Copy all of the data below exactly as it is given.

Exercise material Start Marker

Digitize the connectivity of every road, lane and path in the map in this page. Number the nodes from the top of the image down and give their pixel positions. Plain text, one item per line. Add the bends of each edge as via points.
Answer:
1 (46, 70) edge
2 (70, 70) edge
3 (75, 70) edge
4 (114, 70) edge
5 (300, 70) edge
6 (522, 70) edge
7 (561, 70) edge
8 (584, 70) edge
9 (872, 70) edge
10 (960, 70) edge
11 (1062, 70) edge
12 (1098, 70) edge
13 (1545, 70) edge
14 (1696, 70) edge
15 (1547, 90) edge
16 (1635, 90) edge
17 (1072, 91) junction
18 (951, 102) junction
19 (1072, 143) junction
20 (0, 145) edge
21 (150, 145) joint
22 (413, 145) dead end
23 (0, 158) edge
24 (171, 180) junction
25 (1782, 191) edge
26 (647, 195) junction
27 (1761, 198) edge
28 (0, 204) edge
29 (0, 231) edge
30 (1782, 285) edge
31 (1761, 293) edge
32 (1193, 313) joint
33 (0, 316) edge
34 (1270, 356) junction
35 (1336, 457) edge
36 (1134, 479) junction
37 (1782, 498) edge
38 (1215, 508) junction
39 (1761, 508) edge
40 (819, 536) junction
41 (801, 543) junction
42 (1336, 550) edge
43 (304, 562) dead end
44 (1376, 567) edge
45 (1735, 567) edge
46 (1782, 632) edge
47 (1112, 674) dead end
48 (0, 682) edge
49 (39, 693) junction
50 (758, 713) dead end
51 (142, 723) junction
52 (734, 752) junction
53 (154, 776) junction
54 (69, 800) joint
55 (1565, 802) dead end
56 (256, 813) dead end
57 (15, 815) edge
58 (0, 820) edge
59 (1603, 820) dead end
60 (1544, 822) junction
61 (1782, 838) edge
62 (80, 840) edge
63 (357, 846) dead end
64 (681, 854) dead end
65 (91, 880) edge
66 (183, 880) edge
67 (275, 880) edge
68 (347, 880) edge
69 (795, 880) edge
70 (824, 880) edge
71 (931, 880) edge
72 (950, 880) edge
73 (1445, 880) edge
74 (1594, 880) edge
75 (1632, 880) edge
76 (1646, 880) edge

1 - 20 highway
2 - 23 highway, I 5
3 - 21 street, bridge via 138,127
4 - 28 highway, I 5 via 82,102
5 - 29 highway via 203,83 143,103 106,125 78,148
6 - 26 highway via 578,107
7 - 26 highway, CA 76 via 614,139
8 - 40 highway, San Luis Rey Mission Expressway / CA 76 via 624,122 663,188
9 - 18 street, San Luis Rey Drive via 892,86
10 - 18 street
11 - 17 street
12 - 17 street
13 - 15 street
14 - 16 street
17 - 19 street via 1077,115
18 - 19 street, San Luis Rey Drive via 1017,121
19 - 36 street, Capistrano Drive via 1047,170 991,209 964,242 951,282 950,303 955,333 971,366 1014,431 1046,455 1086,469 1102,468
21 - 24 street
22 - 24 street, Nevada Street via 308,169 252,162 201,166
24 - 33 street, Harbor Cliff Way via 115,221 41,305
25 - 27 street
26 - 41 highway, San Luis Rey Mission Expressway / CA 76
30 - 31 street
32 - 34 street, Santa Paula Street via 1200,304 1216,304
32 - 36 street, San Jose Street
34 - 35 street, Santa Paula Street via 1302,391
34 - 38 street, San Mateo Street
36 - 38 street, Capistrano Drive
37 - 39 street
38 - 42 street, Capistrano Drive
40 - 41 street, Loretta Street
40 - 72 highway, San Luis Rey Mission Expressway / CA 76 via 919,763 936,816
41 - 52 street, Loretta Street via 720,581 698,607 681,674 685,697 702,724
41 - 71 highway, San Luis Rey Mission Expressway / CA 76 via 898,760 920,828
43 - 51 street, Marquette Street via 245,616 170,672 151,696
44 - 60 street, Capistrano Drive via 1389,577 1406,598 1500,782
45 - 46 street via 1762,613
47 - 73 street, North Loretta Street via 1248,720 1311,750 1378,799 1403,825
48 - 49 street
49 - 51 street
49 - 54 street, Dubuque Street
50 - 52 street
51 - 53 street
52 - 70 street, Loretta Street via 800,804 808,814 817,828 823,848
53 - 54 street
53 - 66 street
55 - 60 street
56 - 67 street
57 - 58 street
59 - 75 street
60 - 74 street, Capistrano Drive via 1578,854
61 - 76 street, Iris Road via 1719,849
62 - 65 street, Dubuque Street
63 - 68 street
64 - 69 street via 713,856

Exercise material End Marker

** Response to this exercise **
Digitize the connectivity of every road, lane and path in the map in this page. Number the nodes from the top of the image down and give their pixel positions. Plain text, one item per line. Add the bends of each edge as via points.
Answer:
1 (46, 70) edge
2 (70, 70) edge
3 (75, 70) edge
4 (114, 70) edge
5 (300, 70) edge
6 (522, 70) edge
7 (561, 70) edge
8 (584, 70) edge
9 (872, 70) edge
10 (960, 70) edge
11 (1062, 70) edge
12 (1098, 70) edge
13 (1545, 70) edge
14 (1696, 70) edge
15 (1547, 90) edge
16 (1635, 90) edge
17 (1072, 91) junction
18 (951, 102) junction
19 (1072, 143) junction
20 (0, 145) edge
21 (150, 145) joint
22 (413, 145) dead end
23 (0, 158) edge
24 (171, 180) junction
25 (1782, 191) edge
26 (647, 195) junction
27 (1761, 198) edge
28 (0, 204) edge
29 (0, 231) edge
30 (1782, 285) edge
31 (1761, 293) edge
32 (1193, 313) joint
33 (0, 316) edge
34 (1270, 356) junction
35 (1336, 457) edge
36 (1134, 479) junction
37 (1782, 498) edge
38 (1215, 508) junction
39 (1761, 508) edge
40 (819, 536) junction
41 (801, 543) junction
42 (1336, 550) edge
43 (304, 562) dead end
44 (1376, 567) edge
45 (1735, 567) edge
46 (1782, 632) edge
47 (1112, 674) dead end
48 (0, 682) edge
49 (39, 693) junction
50 (758, 713) dead end
51 (142, 723) junction
52 (734, 752) junction
53 (154, 776) junction
54 (69, 800) joint
55 (1565, 802) dead end
56 (256, 813) dead end
57 (15, 815) edge
58 (0, 820) edge
59 (1603, 820) dead end
60 (1544, 822) junction
61 (1782, 838) edge
62 (80, 840) edge
63 (357, 846) dead end
64 (681, 854) dead end
65 (91, 880) edge
66 (183, 880) edge
67 (275, 880) edge
68 (347, 880) edge
69 (795, 880) edge
70 (824, 880) edge
71 (931, 880) edge
72 (950, 880) edge
73 (1445, 880) edge
74 (1594, 880) edge
75 (1632, 880) edge
76 (1646, 880) edge

1 - 20 highway
2 - 23 highway, I 5
3 - 21 street, bridge via 138,127
4 - 28 highway, I 5 via 82,102
5 - 29 highway via 203,83 143,103 106,125 78,148
6 - 26 highway via 578,107
7 - 26 highway, CA 76 via 614,139
8 - 40 highway, San Luis Rey Mission Expressway / CA 76 via 624,122 663,188
9 - 18 street, San Luis Rey Drive via 892,86
10 - 18 street
11 - 17 street
12 - 17 street
13 - 15 street
14 - 16 street
17 - 19 street via 1077,115
18 - 19 street, San Luis Rey Drive via 1017,121
19 - 36 street, Capistrano Drive via 1047,170 991,209 964,242 951,282 950,303 955,333 971,366 1014,431 1046,455 1086,469 1102,468
21 - 24 street
22 - 24 street, Nevada Street via 308,169 252,162 201,166
24 - 33 street, Harbor Cliff Way via 115,221 41,305
25 - 27 street
26 - 41 highway, San Luis Rey Mission Expressway / CA 76
30 - 31 street
32 - 34 street, Santa Paula Street via 1200,304 1216,304
32 - 36 street, San Jose Street
34 - 35 street, Santa Paula Street via 1302,391
34 - 38 street, San Mateo Street
36 - 38 street, Capistrano Drive
37 - 39 street
38 - 42 street, Capistrano Drive
40 - 41 street, Loretta Street
40 - 72 highway, San Luis Rey Mission Expressway / CA 76 via 919,763 936,816
41 - 52 street, Loretta Street via 720,581 698,607 681,674 685,697 702,724
41 - 71 highway, San Luis Rey Mission Expressway / CA 76 via 898,760 920,828
43 - 51 street, Marquette Street via 245,616 170,672 151,696
44 - 60 street, Capistrano Drive via 1389,577 1406,598 1500,782
45 - 46 street via 1762,613
47 - 73 street, North Loretta Street via 1248,720 1311,750 1378,799 1403,825
48 - 49 street
49 - 51 street
49 - 54 street, Dubuque Street
50 - 52 street
51 - 53 street
52 - 70 street, Loretta Street via 800,804 808,814 817,828 823,848
53 - 54 street
53 - 66 street
55 - 60 street
56 - 67 street
57 - 58 street
59 - 75 street
60 - 74 street, Capistrano Drive via 1578,854
61 - 76 street, Iris Road via 1719,849
62 - 65 street, Dubuque Street
63 - 68 street
64 - 69 street via 713,856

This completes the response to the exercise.